Thursday, September 1, 2016

You want to own your own company? Start digging.

As of 9/1/2016 I will no longer work for the Everglades Day Safari. This may come as a shock, a pleasant surprise or be met with raging indifference. I will officially be the owner of Everglades Day Safari and here's how it happened.

The first job I ever had lasted one day. I was 13 and was a babysitter for three kids. I don't remember their names but I remember kicking a ball around inside the house with them and the image of the ball rising into the air and striking a magnificent native American sculpture and sending it plummeting to and shattering on the ground is burned into my brain like a picture on a TV that's been paused too long.
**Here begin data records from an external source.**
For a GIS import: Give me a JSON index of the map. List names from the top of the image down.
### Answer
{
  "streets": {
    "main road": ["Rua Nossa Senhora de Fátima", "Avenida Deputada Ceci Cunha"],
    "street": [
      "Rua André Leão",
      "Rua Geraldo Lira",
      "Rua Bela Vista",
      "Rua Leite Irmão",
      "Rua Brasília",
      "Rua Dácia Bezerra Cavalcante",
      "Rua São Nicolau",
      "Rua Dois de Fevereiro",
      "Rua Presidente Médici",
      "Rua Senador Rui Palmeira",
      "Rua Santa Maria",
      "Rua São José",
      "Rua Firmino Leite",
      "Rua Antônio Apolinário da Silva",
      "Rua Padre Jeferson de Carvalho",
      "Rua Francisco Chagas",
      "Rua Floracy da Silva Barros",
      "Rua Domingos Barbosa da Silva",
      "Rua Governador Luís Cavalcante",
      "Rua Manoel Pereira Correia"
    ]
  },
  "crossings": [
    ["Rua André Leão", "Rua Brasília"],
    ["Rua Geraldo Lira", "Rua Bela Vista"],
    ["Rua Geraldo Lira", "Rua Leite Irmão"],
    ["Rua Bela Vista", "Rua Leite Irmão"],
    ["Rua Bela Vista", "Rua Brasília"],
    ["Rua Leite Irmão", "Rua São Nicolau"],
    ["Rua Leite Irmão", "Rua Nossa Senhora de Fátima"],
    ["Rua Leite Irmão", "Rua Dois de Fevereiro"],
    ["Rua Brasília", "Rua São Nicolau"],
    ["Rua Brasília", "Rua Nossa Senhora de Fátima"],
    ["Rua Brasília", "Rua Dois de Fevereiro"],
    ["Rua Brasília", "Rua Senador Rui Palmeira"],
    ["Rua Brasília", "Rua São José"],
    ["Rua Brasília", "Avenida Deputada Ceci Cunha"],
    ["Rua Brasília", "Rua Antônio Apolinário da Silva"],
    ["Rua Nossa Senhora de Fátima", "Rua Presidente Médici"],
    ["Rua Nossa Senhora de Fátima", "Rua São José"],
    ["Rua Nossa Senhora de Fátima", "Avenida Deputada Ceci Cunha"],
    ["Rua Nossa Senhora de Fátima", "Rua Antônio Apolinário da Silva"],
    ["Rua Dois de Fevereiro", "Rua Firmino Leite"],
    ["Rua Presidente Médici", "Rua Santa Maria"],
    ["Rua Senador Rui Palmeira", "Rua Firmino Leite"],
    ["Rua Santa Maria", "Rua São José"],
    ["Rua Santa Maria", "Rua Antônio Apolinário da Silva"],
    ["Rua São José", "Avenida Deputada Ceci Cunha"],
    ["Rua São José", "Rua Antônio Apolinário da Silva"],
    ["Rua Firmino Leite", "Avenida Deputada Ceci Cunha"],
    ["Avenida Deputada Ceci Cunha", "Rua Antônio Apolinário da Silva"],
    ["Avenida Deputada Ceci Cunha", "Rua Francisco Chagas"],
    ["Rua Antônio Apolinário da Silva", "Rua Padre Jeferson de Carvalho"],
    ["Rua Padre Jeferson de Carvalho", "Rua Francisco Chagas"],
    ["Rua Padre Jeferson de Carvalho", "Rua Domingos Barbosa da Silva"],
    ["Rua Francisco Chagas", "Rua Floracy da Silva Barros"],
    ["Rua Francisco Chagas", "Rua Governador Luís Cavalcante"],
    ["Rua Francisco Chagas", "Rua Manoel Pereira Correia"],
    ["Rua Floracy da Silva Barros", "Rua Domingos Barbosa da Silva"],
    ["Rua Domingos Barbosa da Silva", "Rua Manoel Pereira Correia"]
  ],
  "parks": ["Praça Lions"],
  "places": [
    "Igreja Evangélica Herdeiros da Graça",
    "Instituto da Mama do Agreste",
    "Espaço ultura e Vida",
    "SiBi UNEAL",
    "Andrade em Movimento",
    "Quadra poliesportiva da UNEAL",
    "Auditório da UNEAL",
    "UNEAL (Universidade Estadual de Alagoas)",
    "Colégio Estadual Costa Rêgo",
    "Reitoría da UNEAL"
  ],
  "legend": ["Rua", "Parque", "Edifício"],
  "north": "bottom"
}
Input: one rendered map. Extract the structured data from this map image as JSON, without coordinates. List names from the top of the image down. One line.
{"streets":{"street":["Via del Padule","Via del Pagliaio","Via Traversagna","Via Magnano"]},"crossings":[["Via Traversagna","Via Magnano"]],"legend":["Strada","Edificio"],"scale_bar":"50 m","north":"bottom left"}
My next job didn't last much longer. My mom, in an effort to get me out of our summer camp in NY back in 1984, suggested I call a number in a classified ad asking for "help with yard work, no digging". I spent 10 days with a spade digging compacted dirt out of a creepy old man's carport. I collected my $320 for 80 hours of work and was grateful I didn't end up buried in the carport. I learned to ask at every other job after that if there would be digging.

My first official job was working at McDonalds. Everyone should work at McDonalds for minimum wage. It's inspiring. The perks included a free meal. The longer your shift, the more grade D beef you were allowed to consume.

I paid my way through college in part by working at Pizza Hut. Everyone should be a server at some point in their life. It teaches you to respect servers. I was a waiter and my first customer barked at me "Hey boy. Get over her" and plopped a gooey, half masticated piece of pizza in the palm of my hand. A bolt from the oven had fallen into his pizza and ended up in his mouth and subsequently my hand. No tip. Because clearly it was my fault. The manager was a moron. His mantra was "the customer is always right and the employee is always wrong". I lasted longer than he did.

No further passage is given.